-- STORED DATA follows --

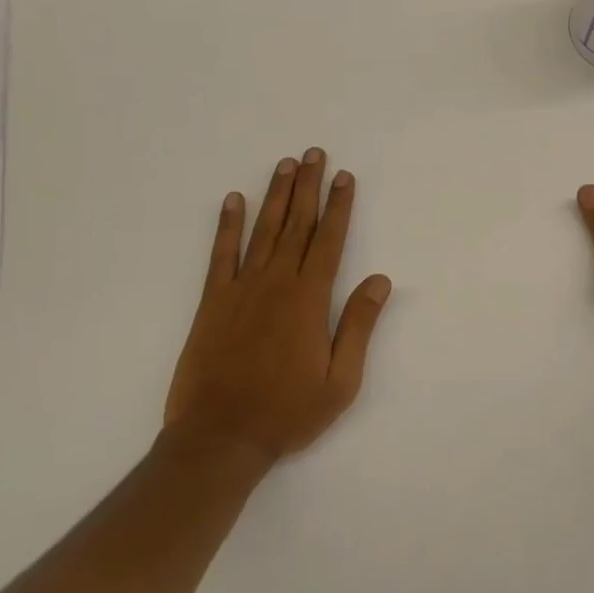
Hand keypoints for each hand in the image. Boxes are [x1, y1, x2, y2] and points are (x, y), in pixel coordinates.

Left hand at [164, 148, 392, 470]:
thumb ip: (359, 325)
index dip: (339, 206)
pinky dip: (227, 225)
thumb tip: (380, 280)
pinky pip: (221, 254)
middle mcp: (277, 282)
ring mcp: (241, 288)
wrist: (219, 438)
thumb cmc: (287, 412)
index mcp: (310, 299)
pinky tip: (234, 200)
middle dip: (309, 186)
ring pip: (264, 230)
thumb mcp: (340, 381)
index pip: (330, 240)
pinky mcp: (213, 301)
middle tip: (314, 154)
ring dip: (276, 195)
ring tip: (285, 164)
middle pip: (297, 224)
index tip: (345, 176)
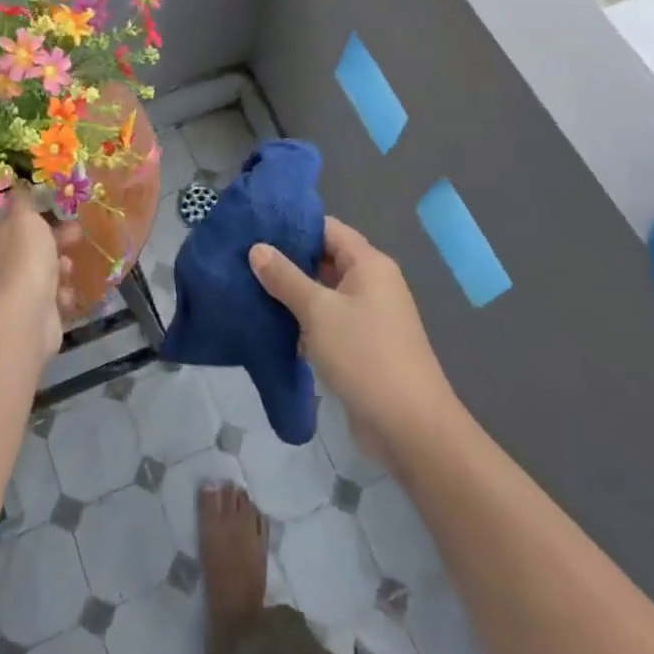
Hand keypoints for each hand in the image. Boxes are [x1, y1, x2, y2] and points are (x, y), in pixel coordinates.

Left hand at [0, 186, 74, 356]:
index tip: (59, 206)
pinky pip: (53, 296)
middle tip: (76, 233)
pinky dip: (62, 294)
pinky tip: (65, 294)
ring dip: (60, 266)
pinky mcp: (35, 312)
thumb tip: (18, 185)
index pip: (15, 218)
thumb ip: (24, 200)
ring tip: (67, 267)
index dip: (37, 211)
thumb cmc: (26, 258)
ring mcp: (18, 288)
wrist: (27, 315)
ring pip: (45, 270)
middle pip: (33, 244)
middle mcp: (4, 261)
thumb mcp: (25, 217)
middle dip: (57, 238)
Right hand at [250, 218, 456, 468]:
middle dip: (287, 260)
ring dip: (292, 293)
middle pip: (325, 259)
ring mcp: (368, 316)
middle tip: (243, 259)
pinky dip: (303, 320)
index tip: (254, 228)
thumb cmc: (365, 356)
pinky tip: (270, 324)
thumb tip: (257, 248)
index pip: (327, 228)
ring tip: (247, 287)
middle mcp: (372, 283)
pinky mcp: (362, 345)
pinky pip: (328, 320)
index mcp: (369, 264)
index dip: (292, 226)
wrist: (410, 428)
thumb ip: (285, 278)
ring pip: (323, 292)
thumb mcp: (318, 311)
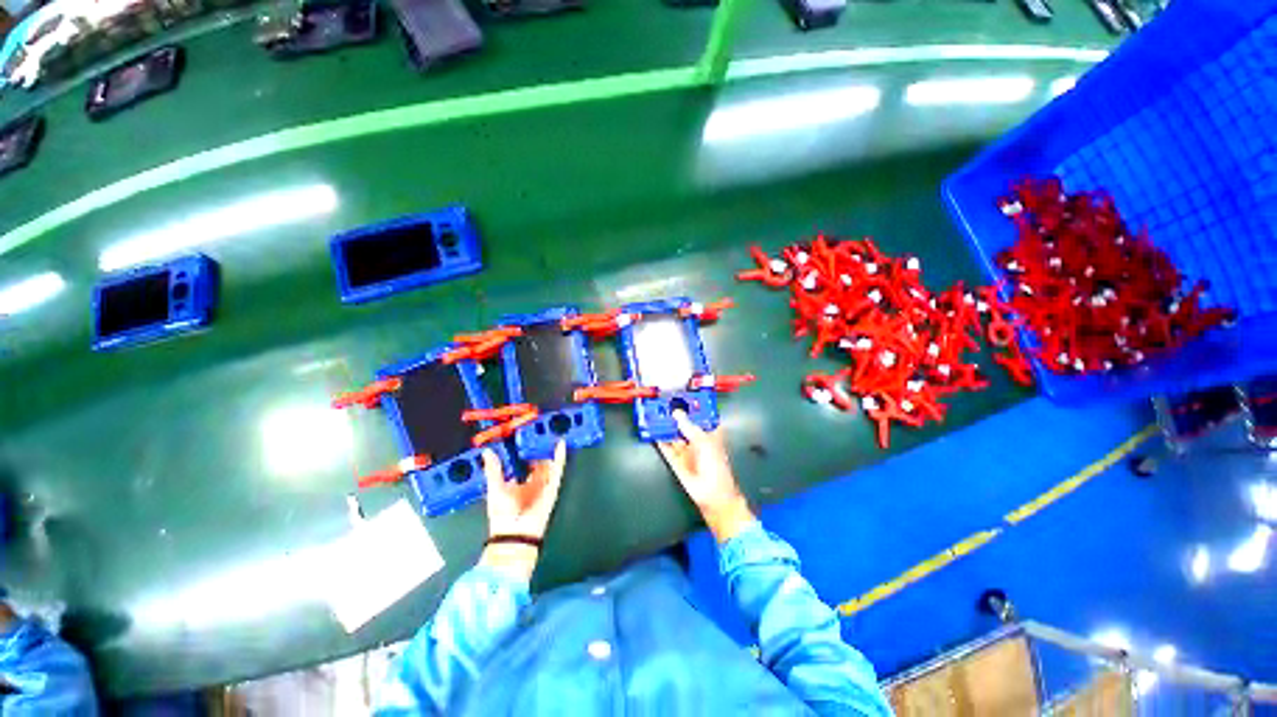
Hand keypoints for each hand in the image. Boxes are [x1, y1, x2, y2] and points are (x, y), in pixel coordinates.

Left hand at [480, 441, 565, 580]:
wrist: (515, 534)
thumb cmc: (502, 513)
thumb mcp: (495, 488)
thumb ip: (493, 469)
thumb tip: (487, 450)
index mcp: (518, 482)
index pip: (523, 461)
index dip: (524, 448)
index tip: (523, 434)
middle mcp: (532, 481)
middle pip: (538, 459)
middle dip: (539, 446)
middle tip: (539, 428)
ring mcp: (544, 483)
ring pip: (549, 461)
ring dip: (550, 448)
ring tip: (552, 430)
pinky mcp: (553, 486)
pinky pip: (558, 469)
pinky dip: (560, 457)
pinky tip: (560, 444)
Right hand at [656, 411, 754, 542]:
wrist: (712, 494)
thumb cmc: (714, 464)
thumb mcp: (703, 440)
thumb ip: (688, 426)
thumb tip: (676, 413)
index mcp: (709, 433)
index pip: (700, 416)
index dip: (691, 407)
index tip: (680, 396)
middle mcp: (697, 440)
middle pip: (684, 425)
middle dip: (674, 416)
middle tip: (662, 404)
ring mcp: (686, 451)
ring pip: (673, 435)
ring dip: (665, 427)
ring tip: (653, 415)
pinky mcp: (676, 461)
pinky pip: (666, 448)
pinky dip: (659, 440)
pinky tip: (652, 431)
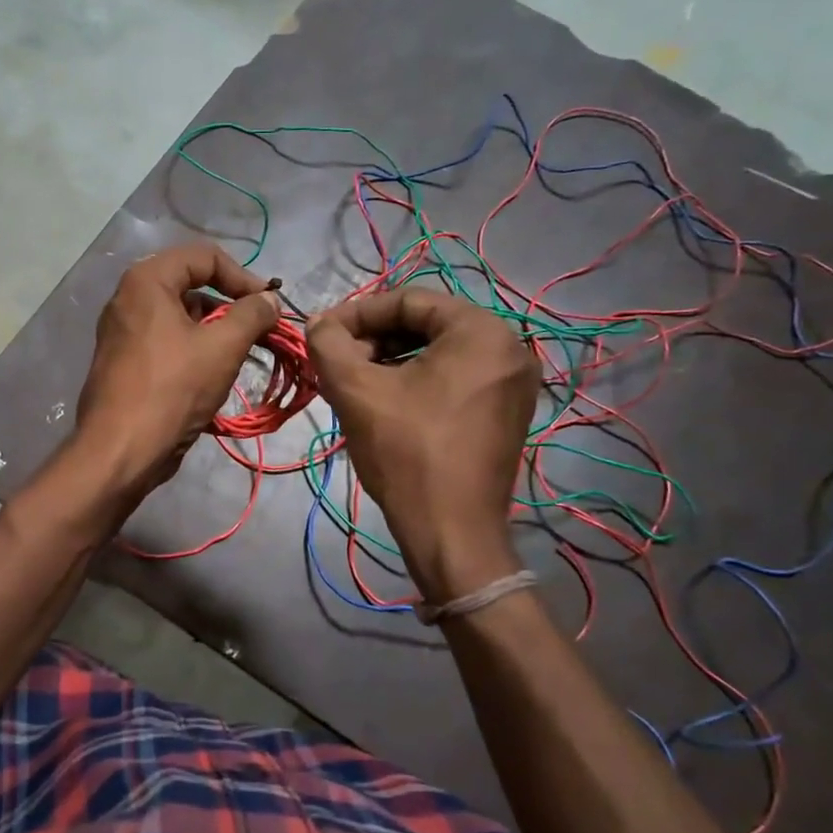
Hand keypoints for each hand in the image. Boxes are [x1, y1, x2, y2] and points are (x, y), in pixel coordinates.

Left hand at [75, 244, 281, 504]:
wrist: (121, 450)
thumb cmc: (173, 389)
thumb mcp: (222, 346)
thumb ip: (252, 314)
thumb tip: (269, 300)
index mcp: (146, 281)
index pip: (204, 256)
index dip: (242, 276)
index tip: (267, 305)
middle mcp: (129, 298)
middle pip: (191, 285)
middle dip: (230, 305)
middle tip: (260, 330)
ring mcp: (123, 332)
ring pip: (181, 317)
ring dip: (216, 330)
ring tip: (243, 355)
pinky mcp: (125, 362)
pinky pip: (167, 342)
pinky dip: (195, 349)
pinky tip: (215, 375)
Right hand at [307, 288, 539, 602]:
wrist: (451, 533)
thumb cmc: (406, 453)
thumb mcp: (356, 391)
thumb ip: (329, 344)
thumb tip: (319, 323)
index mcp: (481, 331)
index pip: (408, 300)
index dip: (357, 313)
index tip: (322, 333)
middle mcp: (509, 347)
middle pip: (426, 325)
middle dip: (375, 339)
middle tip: (337, 362)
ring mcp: (514, 383)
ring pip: (439, 353)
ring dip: (391, 360)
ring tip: (355, 384)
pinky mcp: (508, 412)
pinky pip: (456, 378)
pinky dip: (417, 381)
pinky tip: (385, 403)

-- STORED DATA concluded --

▶ WHAT THE TASK ASKS:
Give back, exactly and without pictures, the stretch of the records above from the line containing "thumb mcp: (495, 488)" through the line containing "index pip: (408, 300)", with both end lines included.

▶ RESULT:
thumb mcp: (495, 488)
thumb ip: (493, 469)
thumb tip: (487, 450)
index mcp: (518, 482)
index pip: (523, 461)
index dip: (524, 448)
index tip: (523, 434)
middle mcp: (532, 481)
middle pip: (538, 459)
middle dip: (539, 446)
middle tip: (539, 428)
ring mcp: (544, 483)
ring pip: (549, 461)
ring dip: (550, 448)
ring tip: (552, 430)
pinky mcp: (553, 486)
pinky pip: (558, 469)
pinky dip: (560, 457)
pinky tip: (560, 444)
Right hand at [656, 411, 754, 542]:
wrist: (712, 494)
thumb cmc: (714, 464)
thumb mcp: (703, 440)
thumb ip: (688, 426)
thumb tip: (676, 413)
index mcp: (709, 433)
index pip: (700, 416)
index dip: (691, 407)
index tip: (680, 396)
middle mcp: (697, 440)
middle pip: (684, 425)
middle dip: (674, 416)
middle tip: (662, 404)
ring mcp: (686, 451)
ring pip: (673, 435)
ring dip: (665, 427)
ring tip: (653, 415)
pinky mcp: (676, 461)
pinky pip: (666, 448)
pinky dip: (659, 440)
pinky tip: (652, 431)
Hand keypoints for each hand in the image. Boxes are [x1, y1, x2, y2] and points are (x, y), in pixel coordinates.

Left hand at [75, 244, 281, 504]:
wrist: (121, 450)
thumb cmc: (173, 389)
thumb mcp: (222, 346)
thumb ip: (252, 314)
thumb tip: (269, 300)
index mcp: (146, 281)
index pip: (204, 256)
index dip: (242, 276)
index tip: (267, 305)
middle mcp: (129, 298)
middle pip: (191, 285)
middle dip: (230, 305)
middle tip: (260, 330)
ring mcp: (123, 332)
ring pip: (181, 317)
ring dip: (216, 330)
ring tip: (243, 355)
pinky mcp: (125, 362)
pinky pip: (167, 342)
pinky dip: (195, 349)
pinky tip: (215, 375)
Right hand at [307, 288, 539, 602]:
wrist: (451, 533)
thumb cmc: (406, 453)
thumb mcp: (356, 391)
thumb ip: (329, 344)
thumb tip: (319, 323)
index mcp: (481, 331)
index pip: (408, 300)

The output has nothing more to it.